Stored data entries:
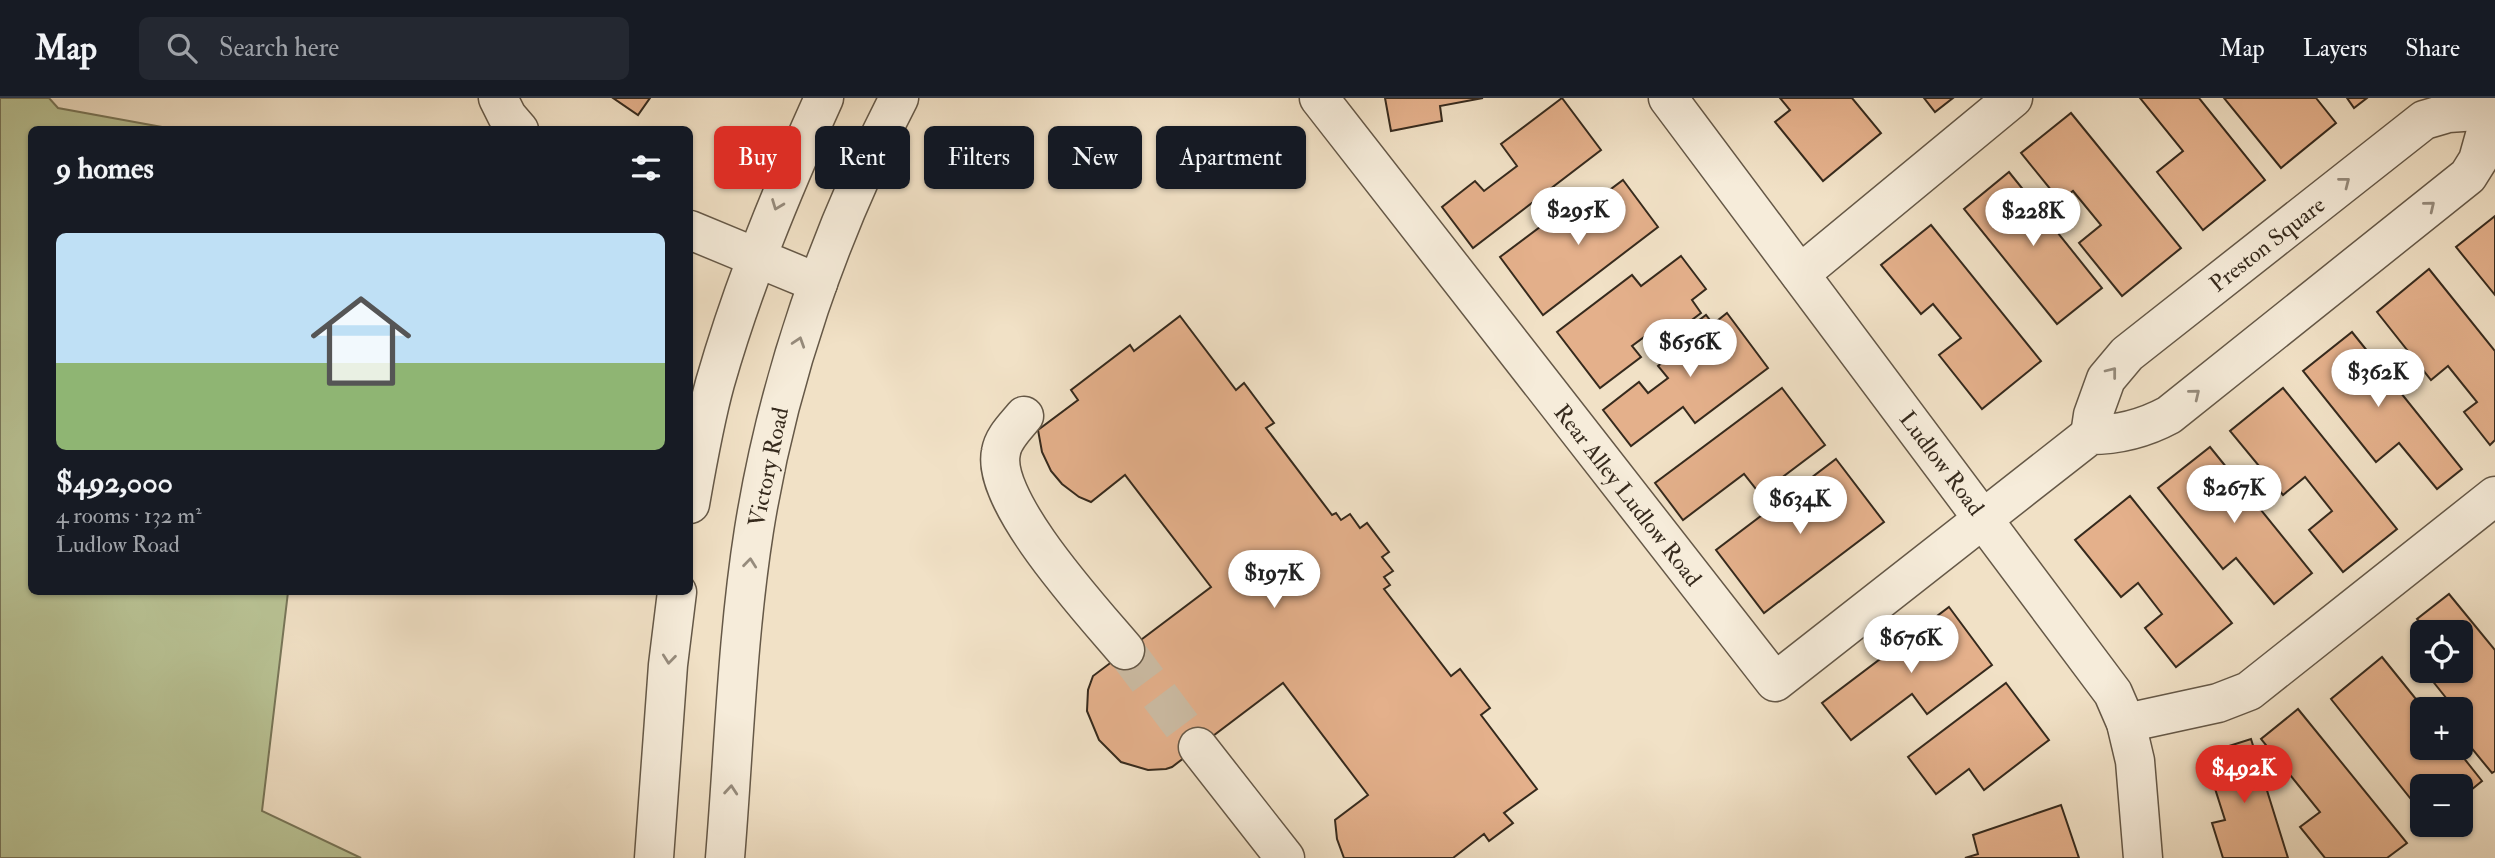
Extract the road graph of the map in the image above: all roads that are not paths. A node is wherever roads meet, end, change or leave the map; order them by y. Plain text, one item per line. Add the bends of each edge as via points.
1 (498, 98) edge
2 (824, 98) edge
3 (899, 98) edge
4 (1319, 98) edge
5 (1668, 98) edge
6 (2013, 98) edge
7 (2493, 109) edge
8 (516, 126) edge
9 (693, 231) edge
10 (757, 258) junction
11 (1800, 274) junction
12 (818, 282) junction
13 (1024, 416) dead end
14 (2090, 435) junction
15 (693, 489) edge
16 (2495, 496) edge
17 (1983, 518) junction
18 (677, 595) edge
19 (1125, 650) tunnel mouth
20 (2126, 723) junction
21 (1198, 747) tunnel mouth
22 (654, 858) edge
23 (725, 858) edge
24 (1285, 858) edge
25 (2143, 858) edge

1 - 8 street
2 -> 10 street
3 - 12 street, Victory Road via 847,206
4 - 17 street, Rear Alley Ludlow Road via 1775,682
5 - 11 street, Ludlow Road
6 - 11 street
14 -> 7 street, Preston Square via 2146,427 2168,415 2468,176 2478,160
14 -> 7 street, Preston Square via 2106,379 2127,354 2424,120
9 - 10 street
10 - 12 street
10 - 15 street via 714,386
11 - 17 street, Ludlow Road
23 -> 12 street, Victory Road via 754,531 789,373
13 - 19 street via 1000,453 1015,509
14 - 17 street
16 - 20 street via 2249,691 2218,703
17 - 20 street, Ludlow Road via 2113,693
18 -> 22 street
20 - 25 street, Ludlow Road
21 - 24 street

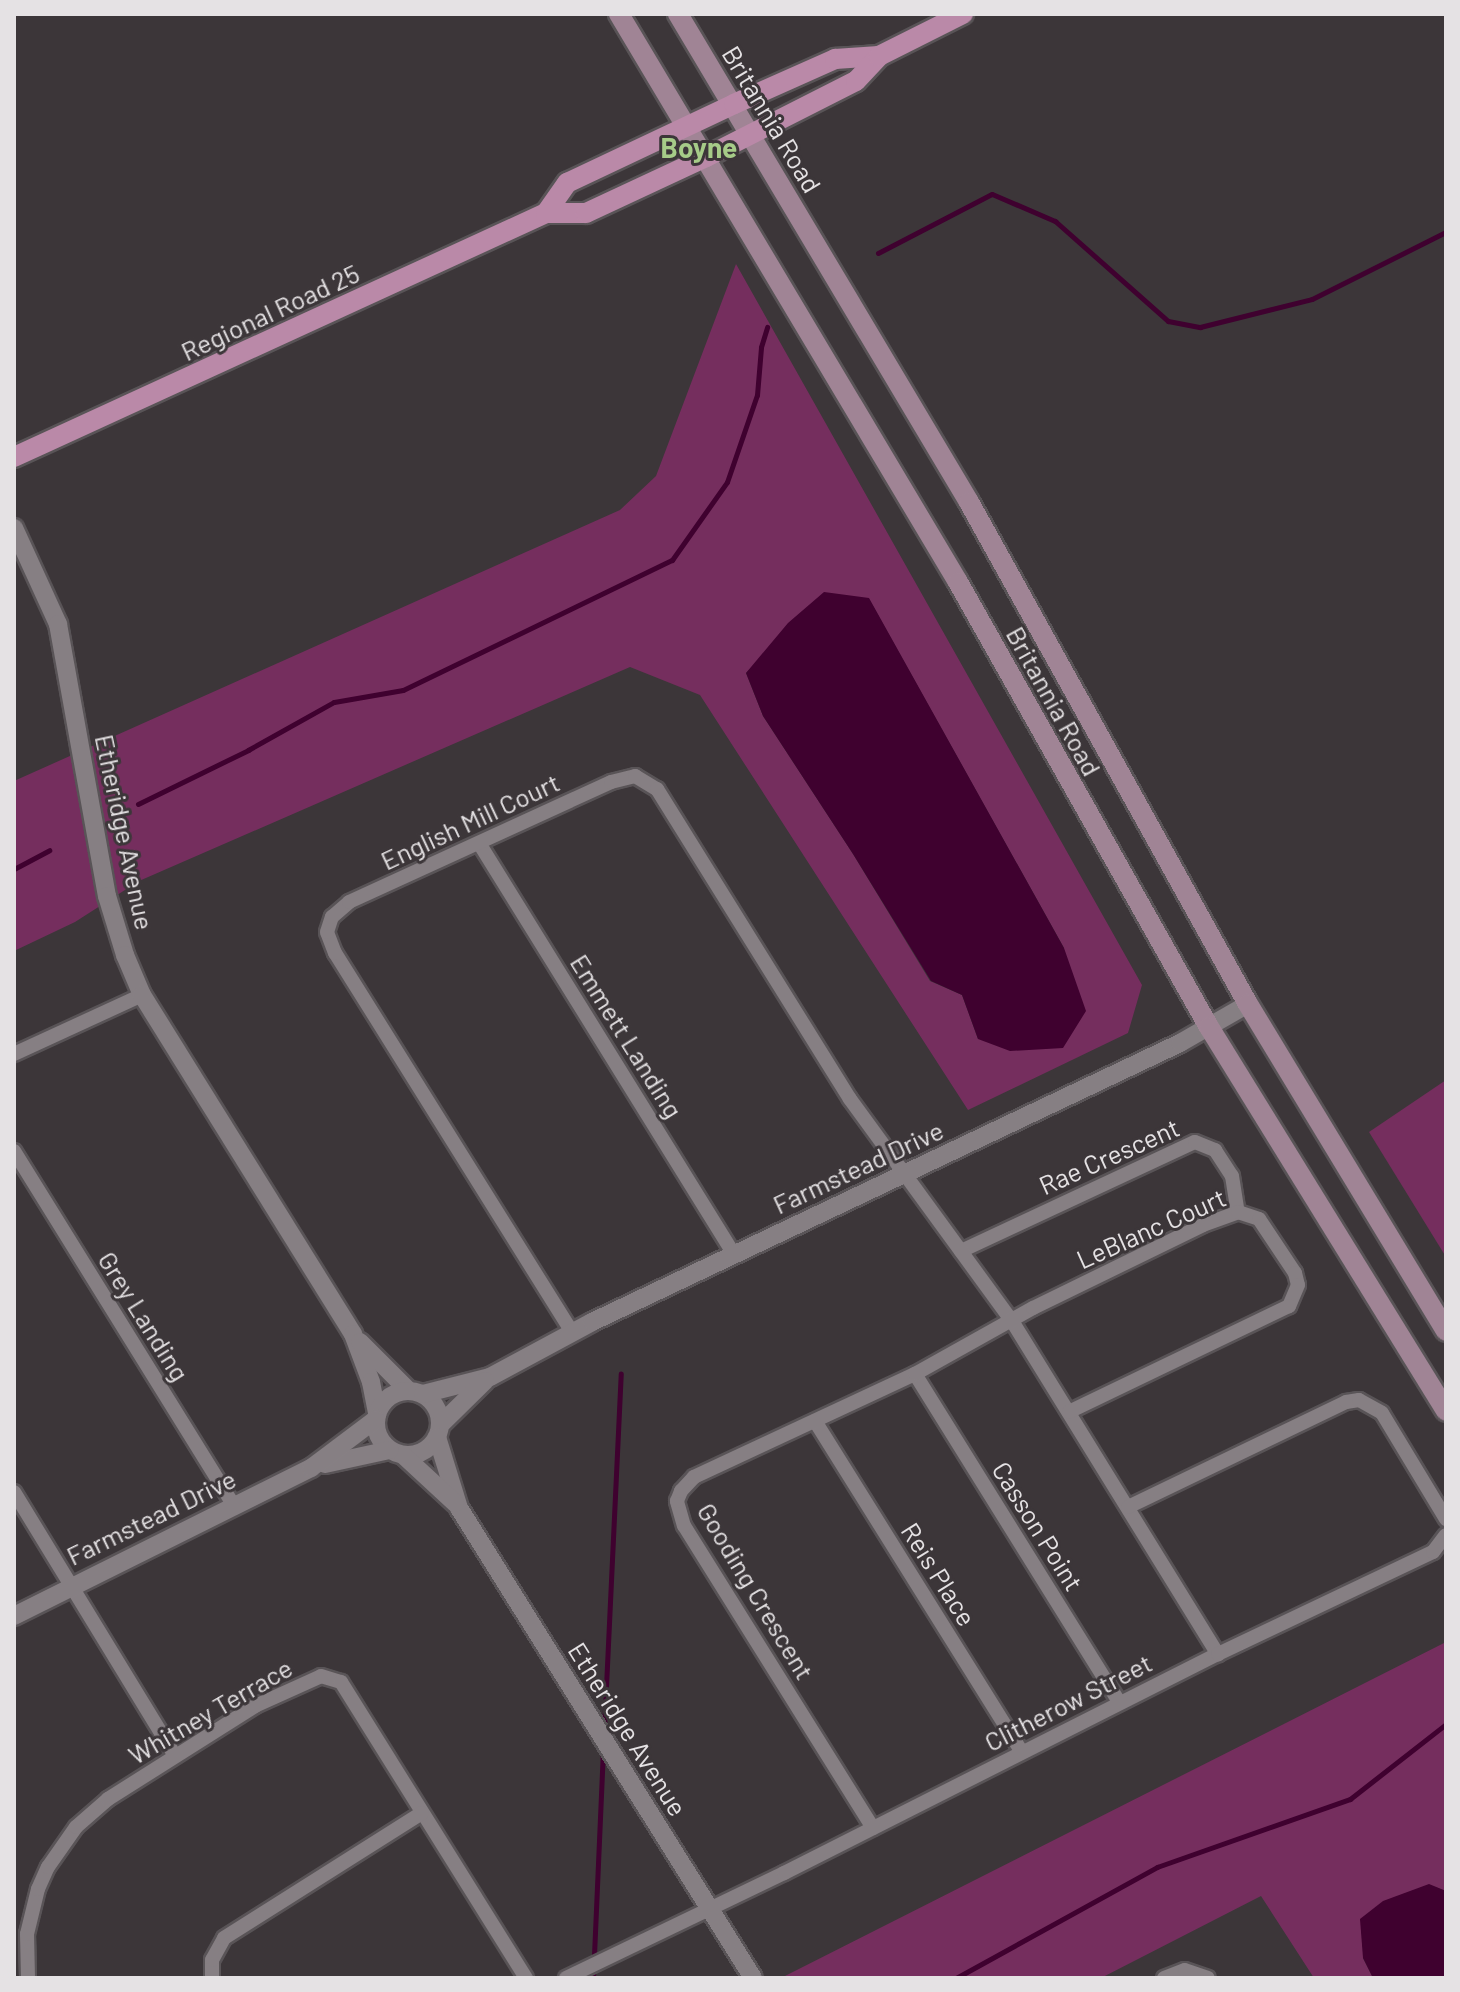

* **Exercise objective**:
Your answer should be every line above, written out exactly, with no pictures.

* **Answer to the problem**:
Extract the road graph of the map in the image above: all roads that are not paths. A node is wherever roads meet, end, change or leave the map; order them by y. Plain text, one item per line. Add the bends of each edge as via points.
1 (498, 98) edge
2 (824, 98) edge
3 (899, 98) edge
4 (1319, 98) edge
5 (1668, 98) edge
6 (2013, 98) edge
7 (2493, 109) edge
8 (516, 126) edge
9 (693, 231) edge
10 (757, 258) junction
11 (1800, 274) junction
12 (818, 282) junction
13 (1024, 416) dead end
14 (2090, 435) junction
15 (693, 489) edge
16 (2495, 496) edge
17 (1983, 518) junction
18 (677, 595) edge
19 (1125, 650) tunnel mouth
20 (2126, 723) junction
21 (1198, 747) tunnel mouth
22 (654, 858) edge
23 (725, 858) edge
24 (1285, 858) edge
25 (2143, 858) edge

1 - 8 street
2 -> 10 street
3 - 12 street, Victory Road via 847,206
4 - 17 street, Rear Alley Ludlow Road via 1775,682
5 - 11 street, Ludlow Road
6 - 11 street
14 -> 7 street, Preston Square via 2146,427 2168,415 2468,176 2478,160
14 -> 7 street, Preston Square via 2106,379 2127,354 2424,120
9 - 10 street
10 - 12 street
10 - 15 street via 714,386
11 - 17 street, Ludlow Road
23 -> 12 street, Victory Road via 754,531 789,373
13 - 19 street via 1000,453 1015,509
14 - 17 street
16 - 20 street via 2249,691 2218,703
17 - 20 street, Ludlow Road via 2113,693
18 -> 22 street
20 - 25 street, Ludlow Road
21 - 24 street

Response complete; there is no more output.